▸ **PROBLEM TO SOLVE**
For each line of the data below, copy it if it holds the word "none".

▸ **INFORMATION SUPPLIED**
= Beginning of Section =
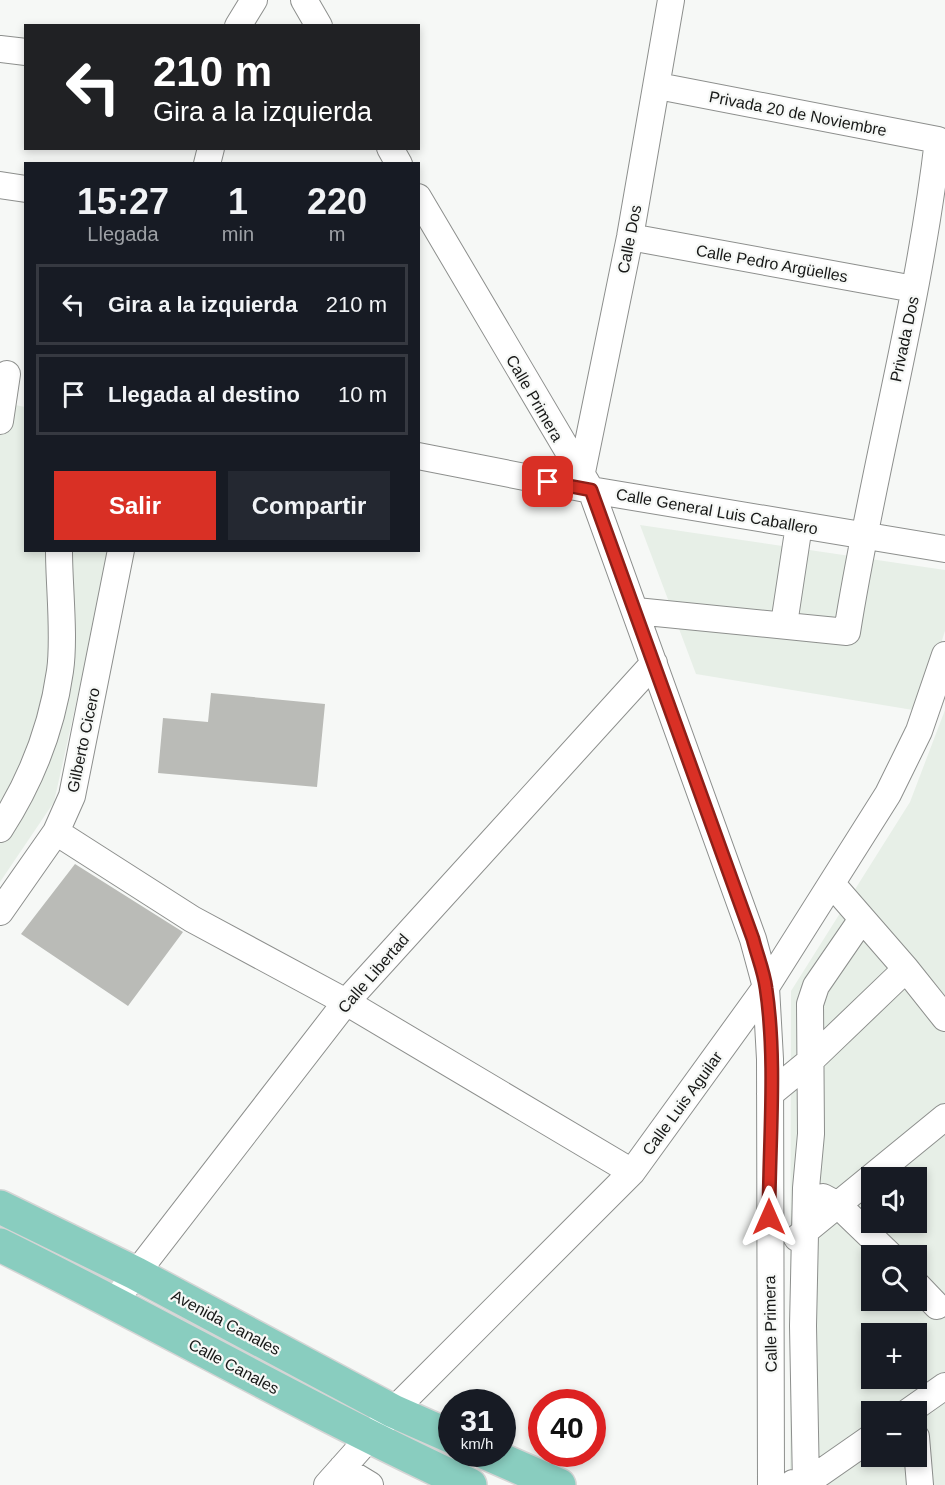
<!DOCTYPE html>
<html lang="es">
<meta charset="utf-8">
<style>
body{margin:0;font-family:Helvetica,sans-serif;background:#242831;color:#f1f3f6;height:100vh;display:flex;flex-direction:column;font-size:22px;white-space:nowrap}
*{box-sizing:border-box;margin:0}
p{font-size:20px;color:#9ea1a6}
.icon{flex:none;width:33px;height:33px;fill:none;stroke:currentColor;stroke-width:2;stroke-linecap:round;stroke-linejoin:round}
.map{position:relative;flex:1;overflow:hidden}
.details{position:absolute;left:24px;top:162px;width:396px;height:390px;display:flex;flex-direction:column;background:#171b24;border-radius:0px;box-shadow:0 3px 9px #0003}
.details>*{flex:none}
.top-card{position:absolute;left:24px;top:24px;width:396px;height:126px;border-radius:0px;box-shadow:0 3px 9px #0003;background:#202124;color:#fff;overflow:hidden}
.fabs{position:absolute;left:861px;top:1167px;display:grid;gap:12px}
.fabs a{display:grid;place-items:center;width:66px;height:66px;border-radius:0px;background:#171b24;box-shadow:0 3px 9px #0003;font-size:30px}
.speed{position:absolute;left:438px;top:1389px;display:flex;gap:12px;font-size:30px;font-weight:700;text-align:center}
.speed>*{display:grid;place-content:center;width:78px;height:78px;border-radius:50%;background:#171b24;box-shadow:0 3px 9px #0003;line-height:1}
.speed small{font-size:15px;font-weight:400}
.speed .limit{border:9px solid #d22;background:#fff;color:#111}
.pin{position:absolute;display:grid;place-items:center;width:51px;height:51px;color:#fff;margin:-26px;border-radius:12px;box-shadow:0 3px 9px #0006}
.me{position:absolute;width:66px;margin:-33px;rotate:0deg;stroke-linejoin:round;filter:drop-shadow(0 0 4px #0008)}
.turn{display:flex;align-items:center;gap:21px;height:126px;padding:0 30px;font-size:27px}
.turn .icon{width:78px;height:78px;stroke-width:2.5}
.turn b{display:block;font-size:42px;line-height:51px}
.eta{display:flex;justify-content:space-evenly;align-items:center;height:102px;text-align:center}
.eta b{font-size:36px;font-weight:700;line-height:42px}
.cta{display:flex;gap:12px;margin-top:auto;padding:12px 30px}
.cta a{flex:1;height:69px;border-radius:0px;background:#d93025;color:#fff;font-size:24px;font-weight:700;line-height:69px;text-align:center}
.cta a+a{background:#242831;color:#f1f3f6}
ul{padding:0;list-style:none}
li{display:flex;align-items:center;gap:18px;height:81px;margin:0 12px 9px;padding:0 18px;border:3px solid #363941;border-radius:0px}
li div{flex:1}
li b{display:block;font-size:22px}
li em{font-style:normal}
.map>svg:first-child{display:block}
.built{fill:#e7efe7;fill-rule:evenodd}
.building{fill:#babbb7}
.lines{fill:none;stroke-linecap:round;stroke-linejoin:round}
.minor-casing{stroke:#8d8f8d;stroke-width:28}
.major-casing{stroke:#d5d5d5;stroke-width:36}
.minor{stroke:#fff;stroke-width:26}
.major{stroke:#89cdbf;stroke-width:33}
.route-casing{stroke:#8d1f18;stroke-width:15}
.route{stroke:#d93025;stroke-width:10}
.labels{text-anchor:middle;stroke-width:4.5;stroke-linejoin:round;paint-order:stroke}
.street-label{font-size:16px;fill:#171817;stroke:#f6f8f6}
</style>
<div class="map">
<svg width="945" height="1485" viewBox="0 0 945 1485">
<rect width="100%" height="100%" fill="#f6f8f6"/>
<path class="built" d="M 0,402 L 25,407 L 26,550 L 110,551 L 54,802 L 0,882 Z
M 640,525 L 945,570 L 945,631 L 919,711 L 696,674 Z
M 945,710 L 945,1485 L 790,1485 L 791,991 L 910,802 ZM 872,1178 L 916,1178 L 916,1222 L 872,1222 ZM 872,1256 L 916,1256 L 916,1300 L 872,1300 ZM 872,1334 L 916,1334 L 916,1378 L 872,1378 ZM 872,1412 L 916,1412 L 916,1456 L 872,1456 Z"/>
<path class="building" d="M 211,693 L 325,704 L 317,787 L 158,773 L 163,718 L 208,722 Z
M 75,864 L 183,932 L 128,1006 L 21,934 Z"/>
<g class="lines">
<g class="minor-casing">
<path id="minor" d="M 304,0 L 319,26
M 238,26 L 254,0
M 0,49 L 26,52
M 390,148 L 399,164
M 207,164 L 211,148
M 0,185 L 26,189
M 418,197 L 591,490 L 753,939 L 766,987 L 770,1059 L 771,1485
M 630,237 L 914,289
M 0,421 L 7,374
M 418,456 L 591,490 L 945,549
M 581,477 L 630,237 L 671,0
M 636,611 L 847,632 C 873,467 919,306 938,140 L 658,86
M 784,624 L 799,525
M 0,829 C 31,781 52,728 60,671 C 65,637 59,586 59,551
M 56,832 L 192,919 L 346,1002 L 632,1172
M 832,884 L 906,969
M 0,912 L 56,832 L 72,796 L 121,550
M 770,1094 L 809,1062 L 906,969 L 945,1018
M 823,1197 L 838,1205 L 891,1256
M 797,1238 L 945,1117
M 916,1284 L 937,1306
M 114,1302 L 346,1002 L 654,663
M 908,1412 L 945,1386
M 916,1437 L 920,1485
M 342,1468 L 370,1485
M 793,1483 L 806,1483 L 872,1437
M 327,1485 L 393,1411 L 632,1172 L 766,987 L 888,794 L 919,731 L 945,655
M 806,1485 L 803,1326 L 806,1188 L 811,1134 L 810,1004 L 816,986 L 862,919"/>
</g>
<g class="major-casing">
<path id="major" d="M 0,1207 L 135,1273 L 393,1411 L 452,1437
M 0,1245 C 158,1323 310,1411 470,1485
M 488,1454 L 559,1485"/>
</g>
<use href="#minor" class="minor"/>
<use href="#major" class="major"/>
</g>
<g class="lines">
<g class="route-casing">
<path id="route" d="M 548,482 L 591,490 L 753,939 C 757,955 764,972 766,988 C 777,1061 769,1143 769,1217"/>
</g>
<use href="#route" class="route"/>
</g>
<g class="labels">
<g class="street-label">
<text transform="translate(798 113) rotate(11)" y="6">Privada 20 de Noviembre</text>
<text transform="translate(629 239) rotate(-79)" y="6">Calle Dos</text>
<text transform="translate(772 263) rotate(10)" y="6">Calle Pedro Argüelles</text>
<text transform="translate(904 339) rotate(-78)" y="6">Privada Dos</text>
<text transform="translate(535 398) rotate(60)" y="6">Calle Primera</text>
<text transform="translate(717 511) rotate(10)" y="6">Calle General Luis Caballero</text>
<text transform="translate(83 740) rotate(-78)" y="6">Gilberto Cicero</text>
<text transform="translate(373 973) rotate(-49)" y="6">Calle Libertad</text>
<text transform="translate(682 1103) rotate(-54)" y="6">Calle Luis Aguilar</text>
<text transform="translate(226 1322) rotate(28)" y="6">Avenida Canales</text>
<text transform="translate(770 1324) rotate(-91)" y="6">Calle Primera</text>
<text transform="translate(234 1366) rotate(28)" y="6">Calle Canales</text>
</g>
</g>
</svg>
<div class="fabs">
<a><svg class="icon" aria-label="sound" viewBox="0 0 24 24"><path d="M4 9h4l5-4v14l-5-4H4zM17 9q2 3 0 6"/></svg></a>
<a><svg class="icon" aria-label="search" viewBox="0 0 24 24"><circle cx="10" cy="10" r="6"/><path d="M15 15l6 6"/></svg></a>
<a>+</a>
<a>−</a>
</div>
<div class="speed"><div>31<small>km/h</small></div><div class="limit">40</div></div>
<div class="pin" style="left:548px;top:482px;background:#d93025"><svg class="icon" aria-label="arrive" viewBox="0 0 24 24"><path d="M6 21V4h12l-3 4 3 4H6"/></svg></div>
<svg class="me" style="left:769px;top:1217px" viewBox="-20 -20 40 40"><path d="M0-17L14 15 0 8-14 15z" fill="#d93025" stroke="#fff" stroke-width="4"/></svg>
<div class="top-card">
<div class="turn"><svg class="icon" aria-label="left" viewBox="0 0 24 24"><path d="M17 20v-9H6M10 6l-5 5 5 5"/></svg><div><b>210 m</b>Gira a la izquierda</div></div>
</div>
<section class="details">
<div class="eta">
<div><b>15:27</b><p>Llegada</p></div>
<div><b>1</b><p>min</p></div>
<div><b>220</b><p>m</p></div>
</div>
<ul>
<li><svg class="icon" aria-label="left" viewBox="0 0 24 24"><path d="M17 20v-9H6M10 6l-5 5 5 5"/></svg><div><b>Gira a la izquierda</b></div><em>210 m</em></li>
<li><svg class="icon" aria-label="arrive" viewBox="0 0 24 24"><path d="M6 21V4h12l-3 4 3 4H6"/></svg><div><b>Llegada al destino</b></div><em>10 m</em></li>
</ul>
<div class="cta"><a>Salir</a><a>Compartir</a></div>
</section>
</div>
= End of Section =
▸ **FINAL ANSWER**
.icon{flex:none;width:33px;height:33px;fill:none;stroke:currentColor;stroke-width:2;stroke-linecap:round;stroke-linejoin:round}
.details>*{flex:none}
ul{padding:0;list-style:none}
.lines{fill:none;stroke-linecap:round;stroke-linejoin:round}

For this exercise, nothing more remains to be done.